"Surface" air temperature is the go to metric to illustrate "global" warming. Global "surface" air temperature is a combination of roughly 2 meter measured land temperature average measured at different elevations combined with sea "surface" temperature often measured a few meters below the surface. The data is what it is so we have to make the most of it, but it does lead to some real uncertainties that need to be addressed.
In the previous post I showed a few modeled "surface" air temperatures for the tropics (30S-30N) with SST. There is a pretty large spread. If you take a "historic" anomaly baseline, most of the model variance is in the future and if you take a future anomaly baseline most of the variance is in the past. Real temperatures don't change relationships with baseline choice.
The model experiments do have a sea "surface" temperature output that should more directly compare to SST observation. With that you can estimate an energy error using the Stefan-Boltzmann equation that neglects latent energy.
That indicates the rough "bias" of the models. The models tend to run hot and miss cooling events like the 1910s dip by quite a bit. In my opinion this is just error, but some repackage it as "natural" variability. "Historic" for most models is 1861 to 2003 or so but a few it is 1850 to 2003. One of the largest volcanic events recorded while there where thermometers was in 1815, Mount Tambora. Most climate scientists agree that it only takes 8 to 10 years for most of the "surface" air temperature impact to be realized.
Using ocean thermal basins as a reference, there is roughly a ten year lag between the southern hemisphere ocean and the northern Pacific, but without a longer instrumental time series you have to make a number of assumptions. I am not a big fan of lots of assumptions. Since there is evidence of lags in the various ocean basins which would start a fairly complex recovery oscillation, I would not jump on assigning blame for the 1900 to 1920 ocean cooling on the ~1880 volcanic event. Tambora or some other event could have started an oscillation where following events could hit in or out of phase making "forcing" appear less or more than it really should be. If you could find a definite signature of one event, you could use that initial condition to tease out ocean inertia influence on apparent "forcing".
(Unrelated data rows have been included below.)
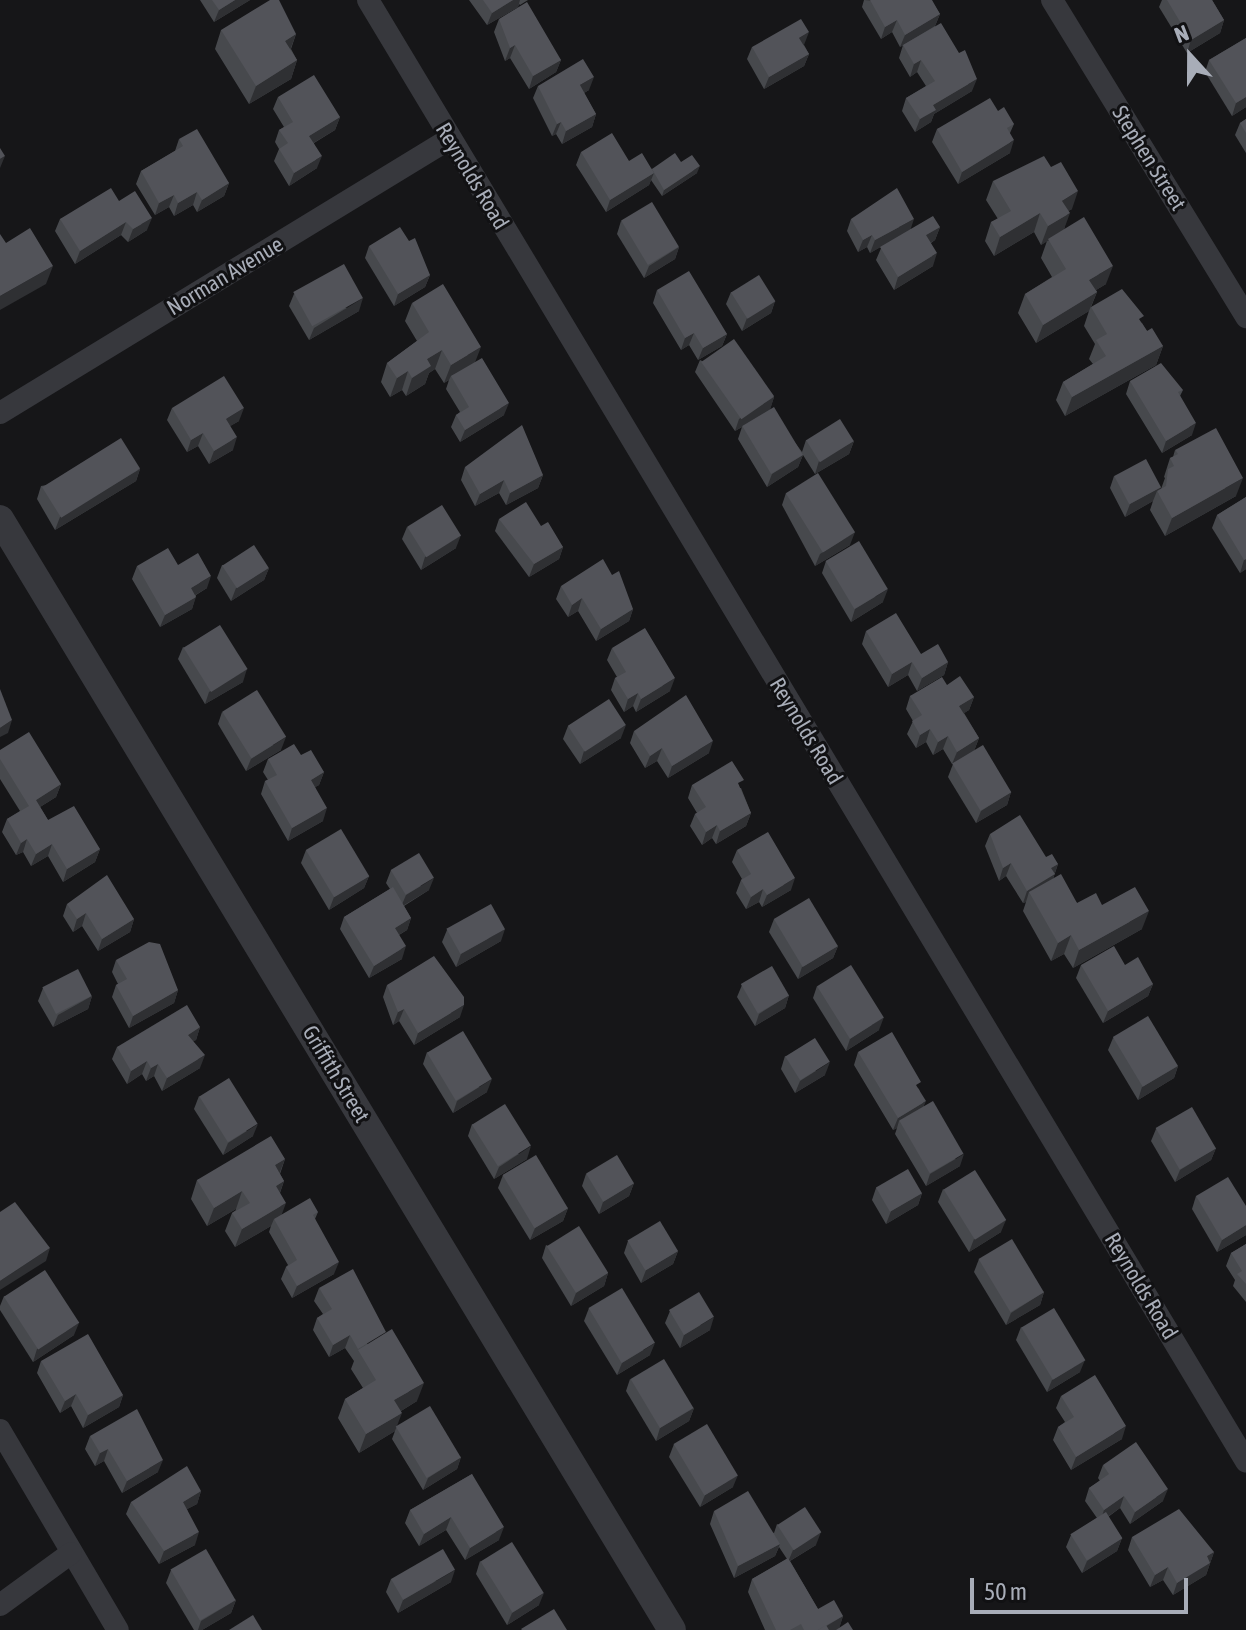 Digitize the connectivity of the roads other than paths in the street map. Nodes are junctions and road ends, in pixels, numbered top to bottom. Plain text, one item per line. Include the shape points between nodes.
1 (368, 0) edge
2 (1052, 0) edge
3 (449, 139) junction
4 (1246, 317) edge
5 (0, 413) edge
6 (0, 519) edge
7 (0, 1430) edge
8 (1246, 1461) edge
9 (71, 1553) junction
10 (0, 1605) edge
11 (118, 1630) edge
12 (672, 1630) edge

1 - 3 street, Reynolds Road
2 - 4 street, Stephen Street
3 - 5 street, Norman Avenue
3 - 8 street, Reynolds Road
6 - 12 street, Griffith Street
7 - 9 street
9 - 10 street
9 - 11 street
That lead me to tropical ocean paleo and "scaling" instrumental "surface" air temperatures in an effort to find the possible start of these longer term oscillations related to cooling events in 2000 years of climate. According to that, circa 1700 AD is a reasonable starting point for the tropical ocean recovery. The event(s) that caused that dip in temperature may have starting in 1200 AD. There are potentially huge lags related to ocean heat content.
So with this you have a much more interesting puzzle than the boring debate over temperature adjustments or if model "experiments" are evidence of anything or not. The models run hot and anomaly just let's you cheat, intentionally or not, to make the models look better. Some real reference and some realistic starting point is needed to start solving the puzzle.
So even though this post is a bit of a rehash, I am posting it to try and get more folks involved in the pre-model and pre-Mann world of climate so perhaps something can actually move forward.